[Stored items]
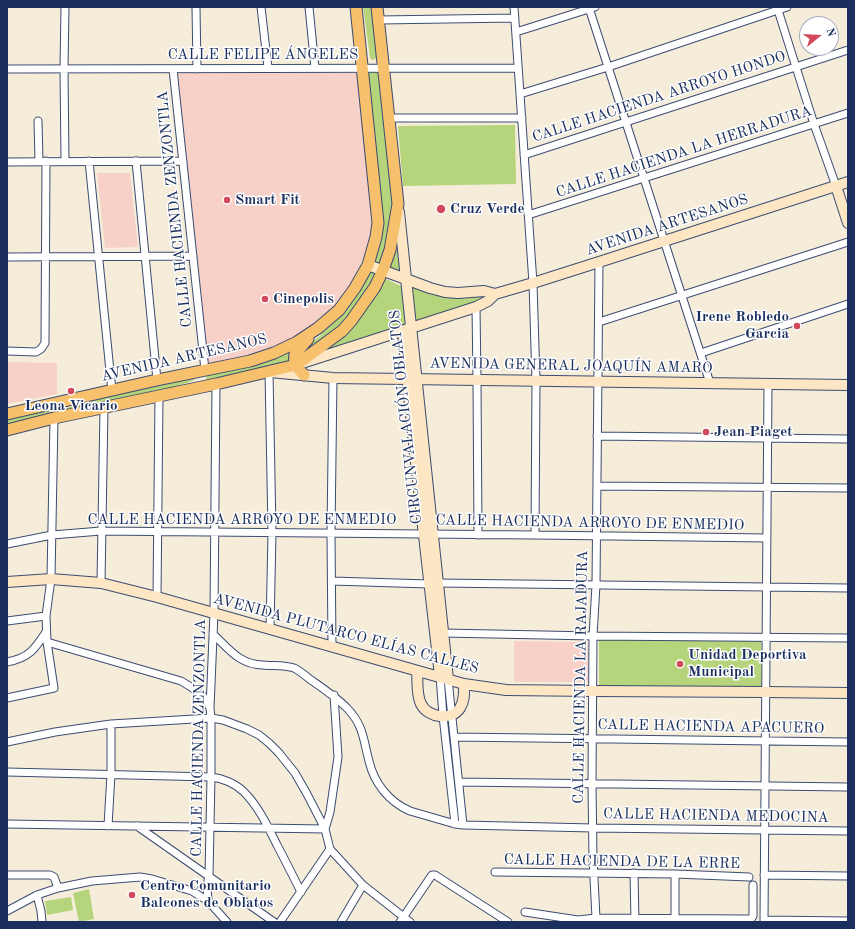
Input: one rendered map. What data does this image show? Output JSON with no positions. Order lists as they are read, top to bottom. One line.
{"streets":{"main road":["AVENIDA ARTESANOS","CIRCUNVALACIÓN OBLATOS"],"street":["CALLE FELIPE ÁNGELES","CALLE HACIENDA ARROYO HONDO","CALLE HACIENDA LA HERRADURA","CALLE HACIENDA ZENZONTLA","AVENIDA GENERAL JOAQUÍN AMARO","CALLE HACIENDA ARROYO DE ENMEDIO","AVENIDA PLUTARCO ELÍAS CALLES","CALLE HACIENDA LA RAJADURA","CALLE HACIENDA APACUERO","CALLE HACIENDA MEDOCINA","CALLE HACIENDA DE LA ERRE"]},"crossings":[["CALLE FELIPE ÁNGELES","CALLE HACIENDA ZENZONTLA"],["CALLE FELIPE ÁNGELES","CIRCUNVALACIÓN OBLATOS"],["CALLE HACIENDA ZENZONTLA","AVENIDA ARTESANOS"],["CALLE HACIENDA ZENZONTLA","CALLE HACIENDA ARROYO DE ENMEDIO"],["CALLE HACIENDA ZENZONTLA","AVENIDA PLUTARCO ELÍAS CALLES"],["CALLE HACIENDA ZENZONTLA","CALLE HACIENDA MEDOCINA"],["AVENIDA ARTESANOS","AVENIDA GENERAL JOAQUÍN AMARO"],["AVENIDA ARTESANOS","CIRCUNVALACIÓN OBLATOS"],["AVENIDA ARTESANOS","CALLE HACIENDA LA RAJADURA"],["AVENIDA GENERAL JOAQUÍN AMARO","CIRCUNVALACIÓN OBLATOS"],["AVENIDA GENERAL JOAQUÍN AMARO","CALLE HACIENDA LA RAJADURA"],["CIRCUNVALACIÓN OBLATOS","CALLE HACIENDA ARROYO DE ENMEDIO"],["CIRCUNVALACIÓN OBLATOS","AVENIDA PLUTARCO ELÍAS CALLES"],["CIRCUNVALACIÓN OBLATOS","CALLE HACIENDA APACUERO"],["CIRCUNVALACIÓN OBLATOS","CALLE HACIENDA MEDOCINA"],["CALLE HACIENDA ARROYO DE ENMEDIO","CALLE HACIENDA LA RAJADURA"],["AVENIDA PLUTARCO ELÍAS CALLES","CALLE HACIENDA LA RAJADURA"],["CALLE HACIENDA LA RAJADURA","CALLE HACIENDA APACUERO"],["CALLE HACIENDA LA RAJADURA","CALLE HACIENDA MEDOCINA"],["CALLE HACIENDA LA RAJADURA","CALLE HACIENDA DE LA ERRE"]],"places":["Smart Fit","Cruz Verde","Cinepolis","Irene Robledo Garcia","Leona Vicario","Jean Piaget","Unidad Deportiva Municipal","Centro Comunitario Balcones de Oblatos"],"north":"right"}
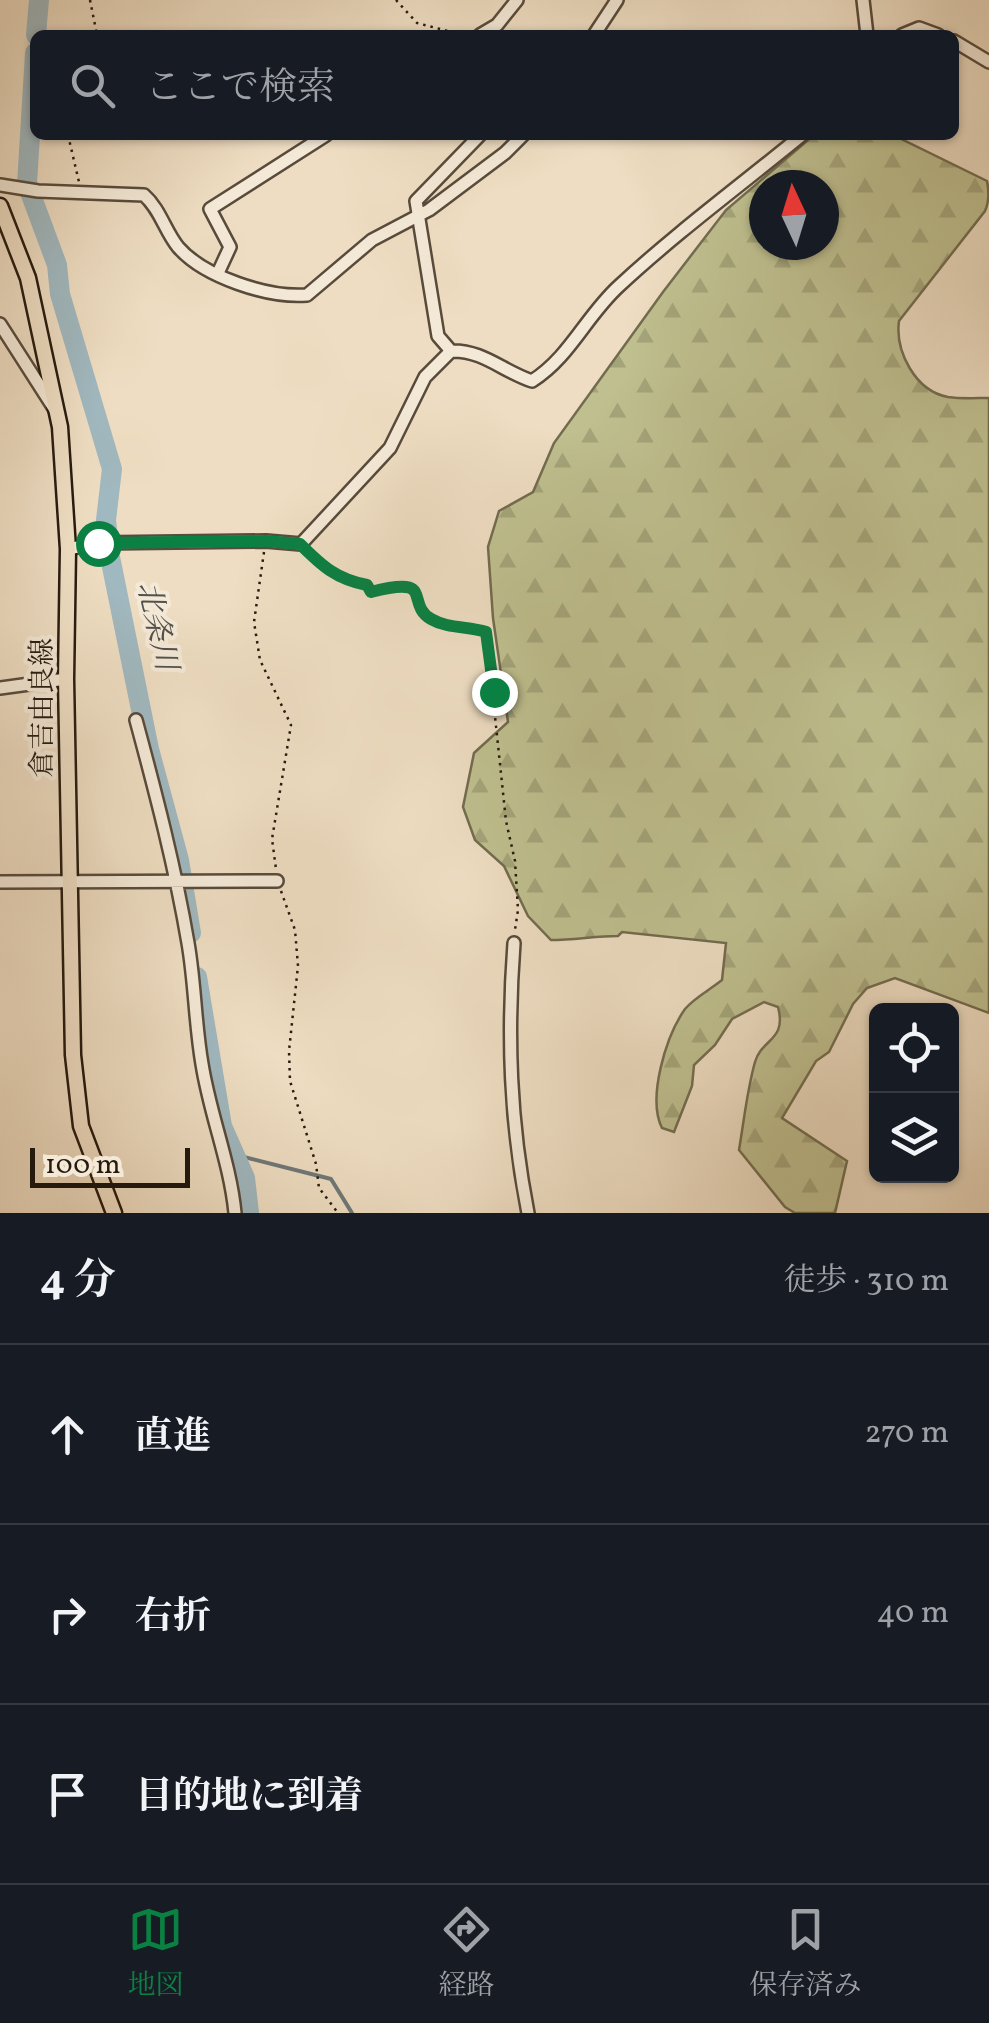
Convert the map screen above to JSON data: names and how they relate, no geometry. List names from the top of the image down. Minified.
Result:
{"streets":{"main road":["倉吉由良線"]},"water":["北条川"],"scale_bar":"100 m","north":"top","page":{"search":"ここで検索","scale":"100 m","heading":["4 分","徒歩 · 310 m"],"list":[["直進","270 m"],["右折","40 m"],"目的地に到着"],"nav":["地図","経路","保存済み"]}}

# Your assignment
Give the records back exactly. Leave the pictures out.

# Result below
Input: one rendered map. What data does this image show? Output JSON with no positions. Order lists as they are read, top to bottom. One line.
{"streets":{"main road":["AVENIDA ARTESANOS","CIRCUNVALACIÓN OBLATOS"],"street":["CALLE FELIPE ÁNGELES","CALLE HACIENDA ARROYO HONDO","CALLE HACIENDA LA HERRADURA","CALLE HACIENDA ZENZONTLA","AVENIDA GENERAL JOAQUÍN AMARO","CALLE HACIENDA ARROYO DE ENMEDIO","AVENIDA PLUTARCO ELÍAS CALLES","CALLE HACIENDA LA RAJADURA","CALLE HACIENDA APACUERO","CALLE HACIENDA MEDOCINA","CALLE HACIENDA DE LA ERRE"]},"crossings":[["CALLE FELIPE ÁNGELES","CALLE HACIENDA ZENZONTLA"],["CALLE FELIPE ÁNGELES","CIRCUNVALACIÓN OBLATOS"],["CALLE HACIENDA ZENZONTLA","AVENIDA ARTESANOS"],["CALLE HACIENDA ZENZONTLA","CALLE HACIENDA ARROYO DE ENMEDIO"],["CALLE HACIENDA ZENZONTLA","AVENIDA PLUTARCO ELÍAS CALLES"],["CALLE HACIENDA ZENZONTLA","CALLE HACIENDA MEDOCINA"],["AVENIDA ARTESANOS","AVENIDA GENERAL JOAQUÍN AMARO"],["AVENIDA ARTESANOS","CIRCUNVALACIÓN OBLATOS"],["AVENIDA ARTESANOS","CALLE HACIENDA LA RAJADURA"],["AVENIDA GENERAL JOAQUÍN AMARO","CIRCUNVALACIÓN OBLATOS"],["AVENIDA GENERAL JOAQUÍN AMARO","CALLE HACIENDA LA RAJADURA"],["CIRCUNVALACIÓN OBLATOS","CALLE HACIENDA ARROYO DE ENMEDIO"],["CIRCUNVALACIÓN OBLATOS","AVENIDA PLUTARCO ELÍAS CALLES"],["CIRCUNVALACIÓN OBLATOS","CALLE HACIENDA APACUERO"],["CIRCUNVALACIÓN OBLATOS","CALLE HACIENDA MEDOCINA"],["CALLE HACIENDA ARROYO DE ENMEDIO","CALLE HACIENDA LA RAJADURA"],["AVENIDA PLUTARCO ELÍAS CALLES","CALLE HACIENDA LA RAJADURA"],["CALLE HACIENDA LA RAJADURA","CALLE HACIENDA APACUERO"],["CALLE HACIENDA LA RAJADURA","CALLE HACIENDA MEDOCINA"],["CALLE HACIENDA LA RAJADURA","CALLE HACIENDA DE LA ERRE"]],"places":["Smart Fit","Cruz Verde","Cinepolis","Irene Robledo Garcia","Leona Vicario","Jean Piaget","Unidad Deportiva Municipal","Centro Comunitario Balcones de Oblatos"],"north":"right"}
Convert the map screen above to JSON data: names and how they relate, no geometry. List names from the top of the image down. Minified.
Result:
{"streets":{"main road":["倉吉由良線"]},"water":["北条川"],"scale_bar":"100 m","north":"top","page":{"search":"ここで検索","scale":"100 m","heading":["4 分","徒歩 · 310 m"],"list":[["直進","270 m"],["右折","40 m"],"目的地に到着"],"nav":["地図","経路","保存済み"]}}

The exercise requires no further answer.